- **WHAT YOU HAVE TO DO**
Reproduce the entries exactly as they appear below.

- **EXCERPTED DATA**
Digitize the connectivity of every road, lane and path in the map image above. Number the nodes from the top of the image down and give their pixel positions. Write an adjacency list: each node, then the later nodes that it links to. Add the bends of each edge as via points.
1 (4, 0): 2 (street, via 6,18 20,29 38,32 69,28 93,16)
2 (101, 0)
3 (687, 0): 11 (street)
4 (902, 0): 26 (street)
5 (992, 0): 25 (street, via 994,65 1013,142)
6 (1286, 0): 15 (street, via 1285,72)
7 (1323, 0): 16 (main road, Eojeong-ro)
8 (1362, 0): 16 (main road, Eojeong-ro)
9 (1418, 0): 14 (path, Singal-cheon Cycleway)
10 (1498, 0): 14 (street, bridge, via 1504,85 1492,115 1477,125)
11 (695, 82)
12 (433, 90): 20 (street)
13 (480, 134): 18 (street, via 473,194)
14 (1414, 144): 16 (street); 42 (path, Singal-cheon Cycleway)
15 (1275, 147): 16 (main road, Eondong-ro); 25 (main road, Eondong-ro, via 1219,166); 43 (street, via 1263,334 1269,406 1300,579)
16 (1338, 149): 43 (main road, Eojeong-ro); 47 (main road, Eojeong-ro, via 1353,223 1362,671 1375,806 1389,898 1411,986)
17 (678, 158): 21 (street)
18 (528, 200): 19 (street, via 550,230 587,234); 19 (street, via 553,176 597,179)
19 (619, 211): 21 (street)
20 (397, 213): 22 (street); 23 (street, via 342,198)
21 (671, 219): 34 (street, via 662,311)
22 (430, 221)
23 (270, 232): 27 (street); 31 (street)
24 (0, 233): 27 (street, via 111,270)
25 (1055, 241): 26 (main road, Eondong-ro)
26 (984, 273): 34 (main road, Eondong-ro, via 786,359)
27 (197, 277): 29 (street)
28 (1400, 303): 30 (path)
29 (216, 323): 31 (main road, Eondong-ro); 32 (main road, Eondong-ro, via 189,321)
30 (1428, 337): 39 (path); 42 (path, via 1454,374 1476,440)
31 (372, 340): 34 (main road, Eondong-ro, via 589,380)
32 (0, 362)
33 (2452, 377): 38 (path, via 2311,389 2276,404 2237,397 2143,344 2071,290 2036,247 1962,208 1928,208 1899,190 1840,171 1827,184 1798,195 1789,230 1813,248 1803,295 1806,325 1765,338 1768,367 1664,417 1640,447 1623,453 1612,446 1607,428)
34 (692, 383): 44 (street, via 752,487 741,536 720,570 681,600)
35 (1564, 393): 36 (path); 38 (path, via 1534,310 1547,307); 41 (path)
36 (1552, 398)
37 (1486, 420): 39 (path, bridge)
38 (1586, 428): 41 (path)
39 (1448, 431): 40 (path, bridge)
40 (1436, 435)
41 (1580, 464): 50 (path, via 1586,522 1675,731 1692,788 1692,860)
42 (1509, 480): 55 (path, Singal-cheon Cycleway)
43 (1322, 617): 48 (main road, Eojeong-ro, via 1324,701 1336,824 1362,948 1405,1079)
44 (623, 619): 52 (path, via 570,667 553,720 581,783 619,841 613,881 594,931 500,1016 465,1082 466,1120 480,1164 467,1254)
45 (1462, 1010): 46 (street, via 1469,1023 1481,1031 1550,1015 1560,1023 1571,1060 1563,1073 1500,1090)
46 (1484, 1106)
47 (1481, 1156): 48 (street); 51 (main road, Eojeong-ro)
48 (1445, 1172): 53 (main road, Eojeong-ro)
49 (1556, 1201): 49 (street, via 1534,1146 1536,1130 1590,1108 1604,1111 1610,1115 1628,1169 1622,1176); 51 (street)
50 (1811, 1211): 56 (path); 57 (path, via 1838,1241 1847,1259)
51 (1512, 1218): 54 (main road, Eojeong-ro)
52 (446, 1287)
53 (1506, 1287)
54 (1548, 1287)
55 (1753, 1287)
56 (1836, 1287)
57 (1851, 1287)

- **ANSWER TO THIS TASK**
Digitize the connectivity of every road, lane and path in the map image above. Number the nodes from the top of the image down and give their pixel positions. Write an adjacency list: each node, then the later nodes that it links to. Add the bends of each edge as via points.
1 (4, 0): 2 (street, via 6,18 20,29 38,32 69,28 93,16)
2 (101, 0)
3 (687, 0): 11 (street)
4 (902, 0): 26 (street)
5 (992, 0): 25 (street, via 994,65 1013,142)
6 (1286, 0): 15 (street, via 1285,72)
7 (1323, 0): 16 (main road, Eojeong-ro)
8 (1362, 0): 16 (main road, Eojeong-ro)
9 (1418, 0): 14 (path, Singal-cheon Cycleway)
10 (1498, 0): 14 (street, bridge, via 1504,85 1492,115 1477,125)
11 (695, 82)
12 (433, 90): 20 (street)
13 (480, 134): 18 (street, via 473,194)
14 (1414, 144): 16 (street); 42 (path, Singal-cheon Cycleway)
15 (1275, 147): 16 (main road, Eondong-ro); 25 (main road, Eondong-ro, via 1219,166); 43 (street, via 1263,334 1269,406 1300,579)
16 (1338, 149): 43 (main road, Eojeong-ro); 47 (main road, Eojeong-ro, via 1353,223 1362,671 1375,806 1389,898 1411,986)
17 (678, 158): 21 (street)
18 (528, 200): 19 (street, via 550,230 587,234); 19 (street, via 553,176 597,179)
19 (619, 211): 21 (street)
20 (397, 213): 22 (street); 23 (street, via 342,198)
21 (671, 219): 34 (street, via 662,311)
22 (430, 221)
23 (270, 232): 27 (street); 31 (street)
24 (0, 233): 27 (street, via 111,270)
25 (1055, 241): 26 (main road, Eondong-ro)
26 (984, 273): 34 (main road, Eondong-ro, via 786,359)
27 (197, 277): 29 (street)
28 (1400, 303): 30 (path)
29 (216, 323): 31 (main road, Eondong-ro); 32 (main road, Eondong-ro, via 189,321)
30 (1428, 337): 39 (path); 42 (path, via 1454,374 1476,440)
31 (372, 340): 34 (main road, Eondong-ro, via 589,380)
32 (0, 362)
33 (2452, 377): 38 (path, via 2311,389 2276,404 2237,397 2143,344 2071,290 2036,247 1962,208 1928,208 1899,190 1840,171 1827,184 1798,195 1789,230 1813,248 1803,295 1806,325 1765,338 1768,367 1664,417 1640,447 1623,453 1612,446 1607,428)
34 (692, 383): 44 (street, via 752,487 741,536 720,570 681,600)
35 (1564, 393): 36 (path); 38 (path, via 1534,310 1547,307); 41 (path)
36 (1552, 398)
37 (1486, 420): 39 (path, bridge)
38 (1586, 428): 41 (path)
39 (1448, 431): 40 (path, bridge)
40 (1436, 435)
41 (1580, 464): 50 (path, via 1586,522 1675,731 1692,788 1692,860)
42 (1509, 480): 55 (path, Singal-cheon Cycleway)
43 (1322, 617): 48 (main road, Eojeong-ro, via 1324,701 1336,824 1362,948 1405,1079)
44 (623, 619): 52 (path, via 570,667 553,720 581,783 619,841 613,881 594,931 500,1016 465,1082 466,1120 480,1164 467,1254)
45 (1462, 1010): 46 (street, via 1469,1023 1481,1031 1550,1015 1560,1023 1571,1060 1563,1073 1500,1090)
46 (1484, 1106)
47 (1481, 1156): 48 (street); 51 (main road, Eojeong-ro)
48 (1445, 1172): 53 (main road, Eojeong-ro)
49 (1556, 1201): 49 (street, via 1534,1146 1536,1130 1590,1108 1604,1111 1610,1115 1628,1169 1622,1176); 51 (street)
50 (1811, 1211): 56 (path); 57 (path, via 1838,1241 1847,1259)
51 (1512, 1218): 54 (main road, Eojeong-ro)
52 (446, 1287)
53 (1506, 1287)
54 (1548, 1287)
55 (1753, 1287)
56 (1836, 1287)
57 (1851, 1287)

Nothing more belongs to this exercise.